Only one group ever argued against Mr Brown as he stood triumphant before the World. That group was people and companies who forced Mr Brown to borrow money from them rather than just continually print more on the old hand platen that has been in the back bedroom at 11 Downing Street since 1805 (it proved a little inconvenient while the Blair family lived at Number 11 but Brown had a key and he was delighted to find the printing press was in the boys' bedroom).

One might think he should have just printed more, however that was fraught with political difficulties. If Gordon Brown is one thing, he is a man of the big tent. Not for him the marginalising or exclusion of any group, least of all those who might complain that he was acting out of small-minded, party-political spite. He simply had to keep the international financiers happy, to do otherwise would strike at the essential core of inclusive humanity that defines his moral compass. Much though he hated to do so, he knew his duty - that duty was to borrow hundreds of billions on the money markets in order to prove his fair-mindedness. It wasn't a problem because he only needed to spend a few more hours with the plates and ink in the back bedroom, a task that could be undertaken at any time once the usurous financiers had been repaid.
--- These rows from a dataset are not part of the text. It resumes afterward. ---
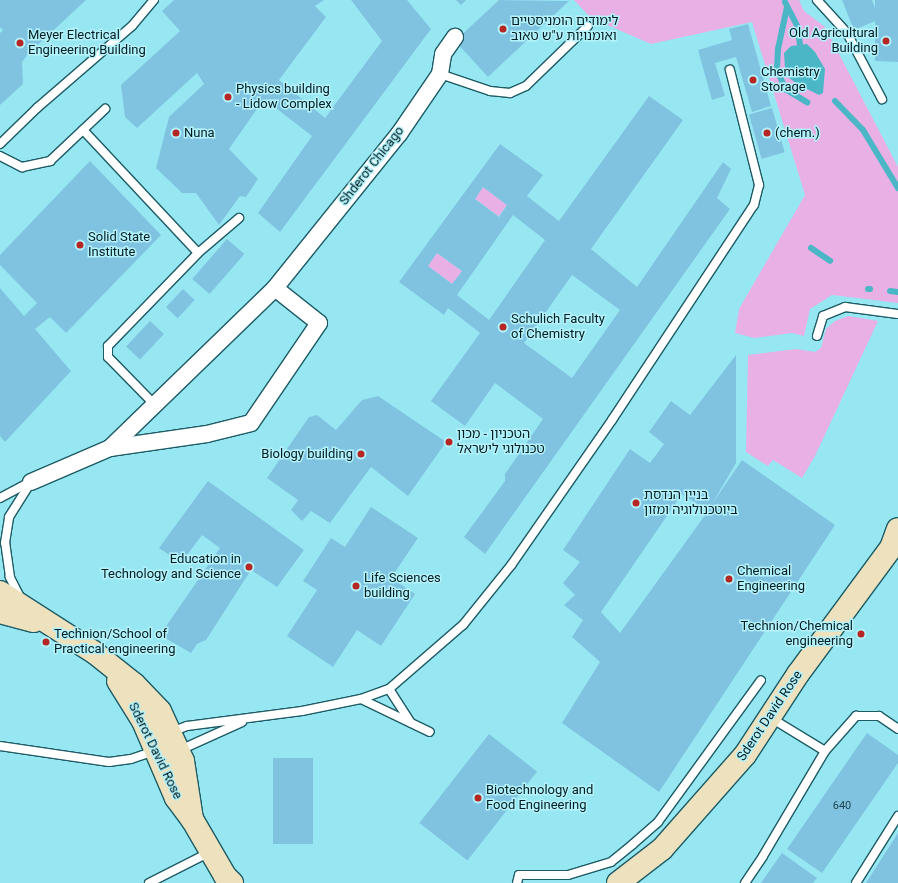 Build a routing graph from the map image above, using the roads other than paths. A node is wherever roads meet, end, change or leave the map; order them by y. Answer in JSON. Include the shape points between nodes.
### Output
{"nodes":[{"id":1,"x":154,"y":0,"type":"edge"},
{"id":2,"x":817,"y":0,"type":"edge"},
{"id":3,"x":588,"y":26,"type":"dead end"},
{"id":4,"x":455,"y":36,"type":"dead end"},
{"id":5,"x":730,"y":70,"type":"dead end"},
{"id":6,"x":440,"y":74,"type":"junction"},
{"id":7,"x":882,"y":99,"type":"dead end"},
{"id":8,"x":105,"y":109,"type":"dead end"},
{"id":9,"x":83,"y":130,"type":"junction"},
{"id":10,"x":0,"y":144,"type":"edge"},
{"id":11,"x":0,"y":153,"type":"edge"},
{"id":12,"x":0,"y":156,"type":"edge"},
{"id":13,"x":22,"y":167,"type":"junction"},
{"id":14,"x":239,"y":218,"type":"dead end"},
{"id":15,"x":198,"y":253,"type":"junction"},
{"id":16,"x":275,"y":288,"type":"junction"},
{"id":17,"x":898,"y":314,"type":"edge"},
{"id":18,"x":817,"y":336,"type":"dead end"},
{"id":19,"x":155,"y":405,"type":"junction"},
{"id":20,"x":110,"y":448,"type":"junction"},
{"id":21,"x":31,"y":482,"type":"junction"},
{"id":22,"x":0,"y":498,"type":"edge"},
{"id":23,"x":7,"y":526,"type":"junction"},
{"id":24,"x":898,"y":529,"type":"edge"},
{"id":25,"x":0,"y":533,"type":"edge"},
{"id":26,"x":0,"y":592,"type":"edge"},
{"id":27,"x":23,"y":605,"type":"junction"},
{"id":28,"x":0,"y":612,"type":"edge"},
{"id":29,"x":58,"y":629,"type":"junction"},
{"id":30,"x":107,"y":663,"type":"junction"},
{"id":31,"x":761,"y":680,"type":"dead end"},
{"id":32,"x":389,"y":689,"type":"junction"},
{"id":33,"x":361,"y":699,"type":"junction"},
{"id":34,"x":252,"y":718,"type":"junction"},
{"id":35,"x":769,"y":718,"type":"junction"},
{"id":36,"x":411,"y":723,"type":"junction"},
{"id":37,"x":898,"y":729,"type":"edge"},
{"id":38,"x":430,"y":732,"type":"dead end"},
{"id":39,"x":175,"y":741,"type":"junction"},
{"id":40,"x":0,"y":746,"type":"edge"},
{"id":41,"x":157,"y":750,"type":"junction"},
{"id":42,"x":825,"y":751,"type":"junction"},
{"id":43,"x":898,"y":816,"type":"edge"},
{"id":44,"x":192,"y":819,"type":"junction"},
{"id":45,"x":210,"y":852,"type":"junction"},
{"id":46,"x":149,"y":883,"type":"edge"},
{"id":47,"x":232,"y":883,"type":"edge"},
{"id":48,"x":517,"y":883,"type":"edge"},
{"id":49,"x":618,"y":883,"type":"edge"},
{"id":50,"x":745,"y":883,"type":"edge"},
{"id":51,"x":856,"y":883,"type":"edge"}],
"edges":[{"from":1,"to":10,"type":"lane","via":[[132,26],[37,108]]},
{"from":2,"to":7,"type":"lane","via":[[847,33]]},
{"from":3,"to":6,"type":"lane","via":[[526,86],[510,93],[490,91]]},
{"from":4,"to":6,"type":"street","name":"Shderot Chicago","via":[[443,54]]},
{"from":5,"to":32,"type":"lane","via":[[760,185],[754,205],[612,420],[502,578],[463,625]]},
{"from":6,"to":16,"type":"street","name":"Shderot Chicago","via":[[399,134]]},
{"from":8,"to":9,"type":"lane"},
{"from":9,"to":13,"type":"lane","via":[[50,161]]},
{"from":9,"to":15,"type":"lane"},
{"from":11,"to":13,"type":"lane","via":[[10,156]]},
{"from":12,"to":13,"type":"lane"},
{"from":14,"to":15,"type":"lane"},
{"from":15,"to":19,"type":"lane","via":[[108,346],[108,357]]},
{"from":16,"to":19,"type":"street","name":"Shderot Chicago"},
{"from":16,"to":20,"type":"street","via":[[319,323],[251,423],[207,434]]},
{"from":17,"to":18,"type":"lane","via":[[845,307],[823,316]]},
{"from":19,"to":20,"type":"street","name":"Shderot Chicago"},
{"from":20,"to":21,"type":"street"},
{"from":21,"to":22,"type":"lane"},
{"from":21,"to":23,"type":"lane","via":[[9,517]]},
{"from":23,"to":25,"type":"lane"},
{"from":23,"to":27,"type":"lane","via":[[6,559],[10,577]]},
{"from":24,"to":35,"type":"street","name":"Sderot David Rose","via":[[890,548],[837,619]]},
{"from":26,"to":27,"type":"street","name":"Sderot David Rose"},
{"from":27,"to":29,"type":"street","name":"Sderot David Rose"},
{"from":28,"to":29,"type":"street","name":"Sderot David Rose"},
{"from":29,"to":30,"type":"street","name":"Sderot David Rose"},
{"from":30,"to":39,"type":"street","name":"Sderot David Rose","via":[[134,684],[160,711]]},
{"from":30,"to":41,"type":"street","name":"Sderot David Rose","via":[[143,721]]},
{"from":31,"to":48,"type":"lane","via":[[658,822],[633,844],[611,862],[568,875],[519,875]]},
{"from":32,"to":33,"type":"lane"},
{"from":32,"to":36,"type":"lane"},
{"from":33,"to":34,"type":"lane"},
{"from":33,"to":36,"type":"lane"},
{"from":34,"to":39,"type":"lane"},
{"from":34,"to":39,"type":"lane","via":[[187,726]]},
{"from":35,"to":42,"type":"lane"},
{"from":35,"to":49,"type":"street","name":"Sderot David Rose","via":[[745,755],[662,849]]},
{"from":36,"to":38,"type":"lane"},
{"from":37,"to":42,"type":"lane","via":[[879,716],[856,716]]},
{"from":39,"to":41,"type":"lane"},
{"from":39,"to":41,"type":"lane"},
{"from":39,"to":44,"type":"street","name":"Sderot David Rose"},
{"from":40,"to":41,"type":"lane","via":[[109,762],[130,759]]},
{"from":41,"to":44,"type":"street","name":"Sderot David Rose","via":[[176,798]]},
{"from":42,"to":50,"type":"lane","via":[[764,856]]},
{"from":43,"to":51,"type":"lane"},
{"from":44,"to":45,"type":"street","name":"Sderot David Rose"},
{"from":45,"to":46,"type":"lane"},
{"from":45,"to":47,"type":"street","name":"Sderot David Rose"}]}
To complete this short history I must refer to what some have called "Brown's Bunker". The theory goes that Gordon Brown surrounded himself with a small group of yes-men, working out of one room at Number 10, insulated from and antipathetic to any voices of disagreement. Papers recently disclosed by an impeccable source prove beyond doubt that the only bunker in Downing Street during the Brown years was that specially created to house the enormous printing presses and stocks of "paper" required for Gordon to stimulate the economy after the wicked international bankers had made such a mess of their businesses they had to be bailed-out.

What cannot be ignored is that Gordon Brown's economic miracle would have continued unabated, and he would now be President for Life, were it not for the nasty private sector pretending its money was as pure as that produced in Downing Street. He was a victim of his own fairness and honesty because he could not bear the thought of a single banker's child losing their pony or being deprived of lacrosse coaching. In the circumstances of the time he was, of course, absolutely right, as he remains on every topic to this day. Nonetheless, his fairness created a bit of a pickle - a pickle for which he is not in any way to blame, we know this because he tells us so every time he is paid many thousands of pounds to give a speech.

It will be a matter of great regret until my dying day that the general election of 2010 came just before Gordon Brown had the chance to put into effect the final piece of his masterly jigsaw. Having, he thought, proved that all economic ills are caused by private sector businesses, the time was ripe for nationalisation of the funds held by these wicked shysters. No need for printing presses, a simple CHAPS transfer to HM Treasury would do the trick. There would no longer be any private sector investors involved in the UK economy, everything would be under the benevolent hand of the greatest economist the World has ever known - the man who knew that every hitch could be overcome by creating more bank notes.

All across the Eurozone we now see the greatness of his wisdom. Why is Greece in a mess? It's simple, private financiers are demanding repayment of their investments with interest. What an utterly absurd state of affairs it is. All Greece need do is nationalise the money it has been lent and its problems will be over. It will owe nothing. The slate will be wiped clean. What's more, it could then turn on the printing presses and boost its economy just as Gordon Brown did to the UK economy from 2003-7. So too for the rest of the PIIGS. They are foreigners so they would face no moral impediment as Mr Brown had with the bankers.

A country's credit rating cannot be downgraded if it never borrows, even more so if there are no credit rating agencies and there would not be once the vital step to economic harmony and perpetual glee was put in place. Mr Brown understood this. All you need do is nationalise all money and the problems not just of the PIIGS but also of every nation would disappear at a stroke.